Assignment —
In the entries below, count the lines that include the word "roads" and reply with the number alone.
[Material supplied Boundary: Start]
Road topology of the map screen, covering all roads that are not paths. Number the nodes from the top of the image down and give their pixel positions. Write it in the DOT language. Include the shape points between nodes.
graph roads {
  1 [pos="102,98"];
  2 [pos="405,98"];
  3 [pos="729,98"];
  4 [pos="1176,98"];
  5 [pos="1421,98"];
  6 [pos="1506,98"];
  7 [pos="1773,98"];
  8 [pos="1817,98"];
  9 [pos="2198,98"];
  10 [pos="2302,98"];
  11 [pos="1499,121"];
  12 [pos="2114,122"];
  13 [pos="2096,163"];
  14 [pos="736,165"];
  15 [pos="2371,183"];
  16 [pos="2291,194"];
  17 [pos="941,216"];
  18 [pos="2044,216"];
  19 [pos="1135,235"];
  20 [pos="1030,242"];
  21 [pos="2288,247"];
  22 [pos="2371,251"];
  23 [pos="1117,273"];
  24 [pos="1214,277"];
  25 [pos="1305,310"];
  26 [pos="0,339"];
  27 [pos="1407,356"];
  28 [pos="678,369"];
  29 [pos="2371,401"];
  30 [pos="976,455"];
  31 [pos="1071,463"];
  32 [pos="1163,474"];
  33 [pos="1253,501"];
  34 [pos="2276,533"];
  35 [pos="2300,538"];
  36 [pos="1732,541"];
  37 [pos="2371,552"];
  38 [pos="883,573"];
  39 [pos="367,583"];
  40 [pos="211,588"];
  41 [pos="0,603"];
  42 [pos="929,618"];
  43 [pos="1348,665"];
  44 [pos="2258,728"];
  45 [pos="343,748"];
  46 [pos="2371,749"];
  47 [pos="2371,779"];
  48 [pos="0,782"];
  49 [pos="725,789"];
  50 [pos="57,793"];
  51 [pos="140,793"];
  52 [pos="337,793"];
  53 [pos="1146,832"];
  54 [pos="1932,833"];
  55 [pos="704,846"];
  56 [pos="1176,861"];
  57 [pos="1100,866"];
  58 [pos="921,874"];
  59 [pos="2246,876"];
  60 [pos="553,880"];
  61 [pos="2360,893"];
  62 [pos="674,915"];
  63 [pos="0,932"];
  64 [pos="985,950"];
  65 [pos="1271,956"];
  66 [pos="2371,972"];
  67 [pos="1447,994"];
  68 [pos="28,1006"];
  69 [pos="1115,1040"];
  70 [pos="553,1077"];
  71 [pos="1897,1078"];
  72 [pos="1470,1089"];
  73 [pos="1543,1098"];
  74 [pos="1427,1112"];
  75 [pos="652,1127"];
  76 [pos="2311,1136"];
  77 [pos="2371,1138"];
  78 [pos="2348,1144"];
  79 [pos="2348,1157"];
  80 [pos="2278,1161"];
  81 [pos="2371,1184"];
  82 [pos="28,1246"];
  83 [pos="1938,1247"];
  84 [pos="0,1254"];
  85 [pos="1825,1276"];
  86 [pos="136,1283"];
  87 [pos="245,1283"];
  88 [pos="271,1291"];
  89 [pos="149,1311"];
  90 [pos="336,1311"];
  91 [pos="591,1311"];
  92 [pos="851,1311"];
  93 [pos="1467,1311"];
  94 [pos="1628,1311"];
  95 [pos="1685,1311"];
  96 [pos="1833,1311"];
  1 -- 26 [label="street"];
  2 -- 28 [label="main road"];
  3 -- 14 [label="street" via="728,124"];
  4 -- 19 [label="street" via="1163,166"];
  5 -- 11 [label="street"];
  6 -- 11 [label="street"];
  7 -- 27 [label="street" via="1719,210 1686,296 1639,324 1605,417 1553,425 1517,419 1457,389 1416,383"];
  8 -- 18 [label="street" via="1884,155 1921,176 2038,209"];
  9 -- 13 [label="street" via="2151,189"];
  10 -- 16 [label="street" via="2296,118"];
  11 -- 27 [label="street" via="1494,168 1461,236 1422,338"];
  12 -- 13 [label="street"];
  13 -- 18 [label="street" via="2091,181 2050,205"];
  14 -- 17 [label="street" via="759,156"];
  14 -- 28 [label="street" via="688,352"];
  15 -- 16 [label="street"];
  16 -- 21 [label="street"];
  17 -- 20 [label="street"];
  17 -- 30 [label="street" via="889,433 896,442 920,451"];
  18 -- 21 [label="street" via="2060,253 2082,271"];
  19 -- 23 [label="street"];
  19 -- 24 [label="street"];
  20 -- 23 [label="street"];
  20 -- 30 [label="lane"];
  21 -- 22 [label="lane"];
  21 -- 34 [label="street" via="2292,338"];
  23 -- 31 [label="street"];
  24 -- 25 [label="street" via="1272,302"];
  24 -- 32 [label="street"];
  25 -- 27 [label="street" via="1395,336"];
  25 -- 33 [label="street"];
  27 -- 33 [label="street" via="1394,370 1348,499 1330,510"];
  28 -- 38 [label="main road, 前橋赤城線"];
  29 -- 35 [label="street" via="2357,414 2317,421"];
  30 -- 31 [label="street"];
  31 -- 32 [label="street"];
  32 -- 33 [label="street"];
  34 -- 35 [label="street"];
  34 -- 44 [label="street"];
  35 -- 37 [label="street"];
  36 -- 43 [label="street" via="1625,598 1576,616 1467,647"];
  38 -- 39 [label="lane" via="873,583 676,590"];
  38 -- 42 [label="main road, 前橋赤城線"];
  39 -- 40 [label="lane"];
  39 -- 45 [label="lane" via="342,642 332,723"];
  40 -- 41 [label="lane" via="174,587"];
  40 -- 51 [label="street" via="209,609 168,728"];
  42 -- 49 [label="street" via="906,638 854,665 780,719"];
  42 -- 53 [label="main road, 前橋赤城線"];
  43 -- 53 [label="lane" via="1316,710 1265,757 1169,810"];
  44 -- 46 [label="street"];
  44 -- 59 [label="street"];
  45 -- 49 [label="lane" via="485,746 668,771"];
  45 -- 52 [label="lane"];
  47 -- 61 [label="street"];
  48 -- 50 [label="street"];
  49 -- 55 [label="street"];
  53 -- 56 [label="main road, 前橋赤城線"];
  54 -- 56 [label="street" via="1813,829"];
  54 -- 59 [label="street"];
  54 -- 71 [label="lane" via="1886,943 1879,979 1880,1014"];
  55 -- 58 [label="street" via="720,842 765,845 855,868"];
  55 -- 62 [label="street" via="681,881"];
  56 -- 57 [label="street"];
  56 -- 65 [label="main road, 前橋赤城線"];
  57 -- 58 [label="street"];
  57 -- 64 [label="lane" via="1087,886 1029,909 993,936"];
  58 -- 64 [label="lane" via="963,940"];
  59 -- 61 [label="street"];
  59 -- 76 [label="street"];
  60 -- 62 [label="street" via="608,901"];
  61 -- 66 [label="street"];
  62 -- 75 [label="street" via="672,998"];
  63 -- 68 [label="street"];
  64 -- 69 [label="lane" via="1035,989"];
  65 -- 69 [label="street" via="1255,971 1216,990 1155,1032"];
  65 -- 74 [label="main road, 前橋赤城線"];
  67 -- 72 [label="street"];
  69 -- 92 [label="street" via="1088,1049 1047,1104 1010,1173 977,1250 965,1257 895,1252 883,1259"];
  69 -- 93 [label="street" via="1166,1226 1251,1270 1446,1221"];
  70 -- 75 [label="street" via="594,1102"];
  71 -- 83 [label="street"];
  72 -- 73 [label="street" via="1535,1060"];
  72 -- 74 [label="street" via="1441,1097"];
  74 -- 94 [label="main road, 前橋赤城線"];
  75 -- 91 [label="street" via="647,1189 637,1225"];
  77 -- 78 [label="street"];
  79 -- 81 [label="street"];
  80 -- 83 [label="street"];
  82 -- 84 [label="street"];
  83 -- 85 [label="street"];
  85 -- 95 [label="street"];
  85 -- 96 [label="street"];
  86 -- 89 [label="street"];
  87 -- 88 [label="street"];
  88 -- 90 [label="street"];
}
[Material supplied Boundary: End]
Task answer —
2